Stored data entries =

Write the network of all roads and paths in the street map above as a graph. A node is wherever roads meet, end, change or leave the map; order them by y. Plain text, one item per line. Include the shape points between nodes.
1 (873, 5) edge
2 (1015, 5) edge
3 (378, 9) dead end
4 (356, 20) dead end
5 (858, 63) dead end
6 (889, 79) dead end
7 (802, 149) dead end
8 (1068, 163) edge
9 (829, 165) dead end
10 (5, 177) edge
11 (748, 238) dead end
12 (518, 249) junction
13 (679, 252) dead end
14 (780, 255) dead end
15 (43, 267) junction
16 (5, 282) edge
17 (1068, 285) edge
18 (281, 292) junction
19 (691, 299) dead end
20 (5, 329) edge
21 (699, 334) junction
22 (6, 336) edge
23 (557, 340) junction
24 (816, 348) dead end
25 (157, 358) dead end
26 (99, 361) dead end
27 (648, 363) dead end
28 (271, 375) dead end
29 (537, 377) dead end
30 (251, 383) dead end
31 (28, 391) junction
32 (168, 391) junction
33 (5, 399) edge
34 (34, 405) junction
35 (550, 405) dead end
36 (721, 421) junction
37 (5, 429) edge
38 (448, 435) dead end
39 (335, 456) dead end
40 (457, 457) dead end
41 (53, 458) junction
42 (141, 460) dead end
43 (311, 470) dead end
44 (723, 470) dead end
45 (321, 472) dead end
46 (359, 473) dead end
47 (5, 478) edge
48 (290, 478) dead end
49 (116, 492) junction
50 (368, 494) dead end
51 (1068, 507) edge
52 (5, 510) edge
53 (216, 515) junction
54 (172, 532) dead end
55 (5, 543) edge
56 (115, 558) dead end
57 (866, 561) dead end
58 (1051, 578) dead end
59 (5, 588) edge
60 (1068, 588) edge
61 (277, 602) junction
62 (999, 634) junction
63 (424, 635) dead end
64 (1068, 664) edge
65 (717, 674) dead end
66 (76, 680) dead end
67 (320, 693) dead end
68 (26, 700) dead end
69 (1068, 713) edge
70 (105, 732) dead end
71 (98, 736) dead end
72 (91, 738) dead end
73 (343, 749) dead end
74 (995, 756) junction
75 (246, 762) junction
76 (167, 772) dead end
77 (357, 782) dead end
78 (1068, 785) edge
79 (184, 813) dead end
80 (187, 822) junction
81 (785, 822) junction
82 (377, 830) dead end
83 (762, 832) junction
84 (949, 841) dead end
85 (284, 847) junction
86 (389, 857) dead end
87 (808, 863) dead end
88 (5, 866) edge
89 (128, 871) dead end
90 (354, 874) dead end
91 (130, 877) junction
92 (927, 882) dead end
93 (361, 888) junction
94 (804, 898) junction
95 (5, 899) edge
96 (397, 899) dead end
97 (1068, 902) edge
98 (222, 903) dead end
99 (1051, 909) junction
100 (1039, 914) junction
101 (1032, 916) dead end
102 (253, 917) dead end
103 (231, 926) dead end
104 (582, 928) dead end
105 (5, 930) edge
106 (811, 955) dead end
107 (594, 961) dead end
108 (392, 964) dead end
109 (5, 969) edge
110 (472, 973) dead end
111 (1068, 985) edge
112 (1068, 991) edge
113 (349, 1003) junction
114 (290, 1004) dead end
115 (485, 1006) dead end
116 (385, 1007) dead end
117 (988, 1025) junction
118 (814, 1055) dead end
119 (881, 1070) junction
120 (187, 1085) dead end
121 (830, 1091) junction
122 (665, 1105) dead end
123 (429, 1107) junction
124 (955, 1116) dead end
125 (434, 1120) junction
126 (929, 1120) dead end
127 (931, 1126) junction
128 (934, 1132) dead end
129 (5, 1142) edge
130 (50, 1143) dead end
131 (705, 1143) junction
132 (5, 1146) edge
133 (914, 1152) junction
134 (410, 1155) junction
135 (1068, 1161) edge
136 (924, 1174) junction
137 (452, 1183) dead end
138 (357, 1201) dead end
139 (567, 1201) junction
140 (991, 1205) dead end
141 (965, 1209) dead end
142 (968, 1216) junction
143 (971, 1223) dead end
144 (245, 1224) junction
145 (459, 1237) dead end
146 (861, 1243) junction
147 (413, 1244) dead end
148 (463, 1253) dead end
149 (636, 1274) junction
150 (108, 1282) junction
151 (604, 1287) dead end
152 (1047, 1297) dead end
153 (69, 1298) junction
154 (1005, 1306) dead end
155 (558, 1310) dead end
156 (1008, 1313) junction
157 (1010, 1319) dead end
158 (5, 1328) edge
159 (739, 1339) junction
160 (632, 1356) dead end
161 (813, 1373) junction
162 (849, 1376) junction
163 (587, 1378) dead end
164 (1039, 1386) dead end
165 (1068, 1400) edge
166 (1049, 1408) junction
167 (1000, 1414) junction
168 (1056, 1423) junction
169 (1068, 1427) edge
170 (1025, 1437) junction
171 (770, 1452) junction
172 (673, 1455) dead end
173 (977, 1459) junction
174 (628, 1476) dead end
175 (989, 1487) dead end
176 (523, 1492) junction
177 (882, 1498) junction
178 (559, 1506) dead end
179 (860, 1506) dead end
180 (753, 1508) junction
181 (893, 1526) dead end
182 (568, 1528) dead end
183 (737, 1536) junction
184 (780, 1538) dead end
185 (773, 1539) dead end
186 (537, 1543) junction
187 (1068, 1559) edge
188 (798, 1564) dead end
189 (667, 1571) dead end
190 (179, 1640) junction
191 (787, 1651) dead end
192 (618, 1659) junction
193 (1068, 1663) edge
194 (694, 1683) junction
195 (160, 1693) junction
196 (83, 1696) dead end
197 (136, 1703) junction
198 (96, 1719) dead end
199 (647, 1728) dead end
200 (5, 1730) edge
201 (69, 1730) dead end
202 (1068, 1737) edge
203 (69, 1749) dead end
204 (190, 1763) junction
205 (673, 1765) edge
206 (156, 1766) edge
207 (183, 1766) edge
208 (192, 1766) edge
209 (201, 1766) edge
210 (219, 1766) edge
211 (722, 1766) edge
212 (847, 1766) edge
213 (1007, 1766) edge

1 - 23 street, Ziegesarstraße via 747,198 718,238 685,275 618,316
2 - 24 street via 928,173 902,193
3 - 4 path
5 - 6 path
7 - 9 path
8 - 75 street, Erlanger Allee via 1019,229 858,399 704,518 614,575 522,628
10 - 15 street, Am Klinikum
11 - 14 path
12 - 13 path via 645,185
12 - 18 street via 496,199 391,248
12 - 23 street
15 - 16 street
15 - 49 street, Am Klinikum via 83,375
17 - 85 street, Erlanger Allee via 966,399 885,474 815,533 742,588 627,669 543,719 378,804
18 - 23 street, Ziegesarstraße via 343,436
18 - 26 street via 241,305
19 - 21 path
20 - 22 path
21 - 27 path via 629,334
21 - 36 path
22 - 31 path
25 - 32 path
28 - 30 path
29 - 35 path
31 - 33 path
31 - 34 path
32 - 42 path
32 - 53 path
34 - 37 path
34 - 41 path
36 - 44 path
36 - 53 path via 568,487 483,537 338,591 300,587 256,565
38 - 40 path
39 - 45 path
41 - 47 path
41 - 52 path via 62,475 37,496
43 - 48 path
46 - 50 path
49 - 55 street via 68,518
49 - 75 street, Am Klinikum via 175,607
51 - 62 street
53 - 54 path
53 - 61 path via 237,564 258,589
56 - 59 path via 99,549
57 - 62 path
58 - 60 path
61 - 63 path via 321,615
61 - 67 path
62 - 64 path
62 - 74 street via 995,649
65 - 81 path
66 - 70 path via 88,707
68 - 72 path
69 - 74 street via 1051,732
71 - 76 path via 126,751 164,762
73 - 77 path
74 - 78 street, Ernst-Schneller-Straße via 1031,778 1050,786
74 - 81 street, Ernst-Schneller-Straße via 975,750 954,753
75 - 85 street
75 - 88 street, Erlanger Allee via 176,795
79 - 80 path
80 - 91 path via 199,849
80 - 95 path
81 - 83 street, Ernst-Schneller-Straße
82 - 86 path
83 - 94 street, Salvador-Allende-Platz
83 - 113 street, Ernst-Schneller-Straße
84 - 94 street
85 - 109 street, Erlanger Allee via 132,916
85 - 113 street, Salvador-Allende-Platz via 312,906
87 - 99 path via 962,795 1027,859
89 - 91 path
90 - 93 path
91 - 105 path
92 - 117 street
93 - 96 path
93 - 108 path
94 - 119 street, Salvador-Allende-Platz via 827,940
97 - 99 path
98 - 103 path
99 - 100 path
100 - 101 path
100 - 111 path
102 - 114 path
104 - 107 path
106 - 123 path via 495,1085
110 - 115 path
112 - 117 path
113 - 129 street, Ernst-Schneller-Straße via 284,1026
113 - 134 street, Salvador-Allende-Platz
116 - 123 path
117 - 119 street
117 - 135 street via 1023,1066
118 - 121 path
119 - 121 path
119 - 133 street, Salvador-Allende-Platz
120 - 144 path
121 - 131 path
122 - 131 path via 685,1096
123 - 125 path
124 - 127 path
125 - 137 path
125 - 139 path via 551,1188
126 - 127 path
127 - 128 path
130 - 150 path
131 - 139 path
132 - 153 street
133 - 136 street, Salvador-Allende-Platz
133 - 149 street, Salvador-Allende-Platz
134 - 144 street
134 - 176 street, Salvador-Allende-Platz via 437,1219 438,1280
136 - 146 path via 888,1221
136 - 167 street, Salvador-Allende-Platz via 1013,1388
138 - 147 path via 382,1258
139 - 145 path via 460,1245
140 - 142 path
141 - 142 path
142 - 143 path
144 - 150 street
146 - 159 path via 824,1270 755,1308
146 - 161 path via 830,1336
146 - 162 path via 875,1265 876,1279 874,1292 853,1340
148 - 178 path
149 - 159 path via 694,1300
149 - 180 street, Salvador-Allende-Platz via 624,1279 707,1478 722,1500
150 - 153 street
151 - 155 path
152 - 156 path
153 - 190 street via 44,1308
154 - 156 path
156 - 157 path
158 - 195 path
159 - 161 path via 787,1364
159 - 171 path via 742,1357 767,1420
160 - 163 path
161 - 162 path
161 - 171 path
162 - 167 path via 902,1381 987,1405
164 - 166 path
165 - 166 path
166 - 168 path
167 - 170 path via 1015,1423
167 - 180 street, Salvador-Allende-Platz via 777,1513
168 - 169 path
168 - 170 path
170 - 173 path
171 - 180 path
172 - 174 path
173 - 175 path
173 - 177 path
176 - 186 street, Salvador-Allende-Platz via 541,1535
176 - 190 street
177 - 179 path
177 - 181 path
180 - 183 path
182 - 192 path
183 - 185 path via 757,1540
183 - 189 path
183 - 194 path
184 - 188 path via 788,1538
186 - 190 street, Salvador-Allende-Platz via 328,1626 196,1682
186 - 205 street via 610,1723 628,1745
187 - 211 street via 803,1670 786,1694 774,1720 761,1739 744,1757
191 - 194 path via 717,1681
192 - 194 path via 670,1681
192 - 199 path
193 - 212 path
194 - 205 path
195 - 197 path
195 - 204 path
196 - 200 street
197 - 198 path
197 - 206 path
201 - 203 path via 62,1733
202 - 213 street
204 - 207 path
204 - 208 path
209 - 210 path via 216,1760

Work to be completed = Each line of the records with the word "Klinikum" in it is to be copied.

Task response =
10 - 15 street, Am Klinikum
15 - 49 street, Am Klinikum via 83,375
49 - 75 street, Am Klinikum via 175,607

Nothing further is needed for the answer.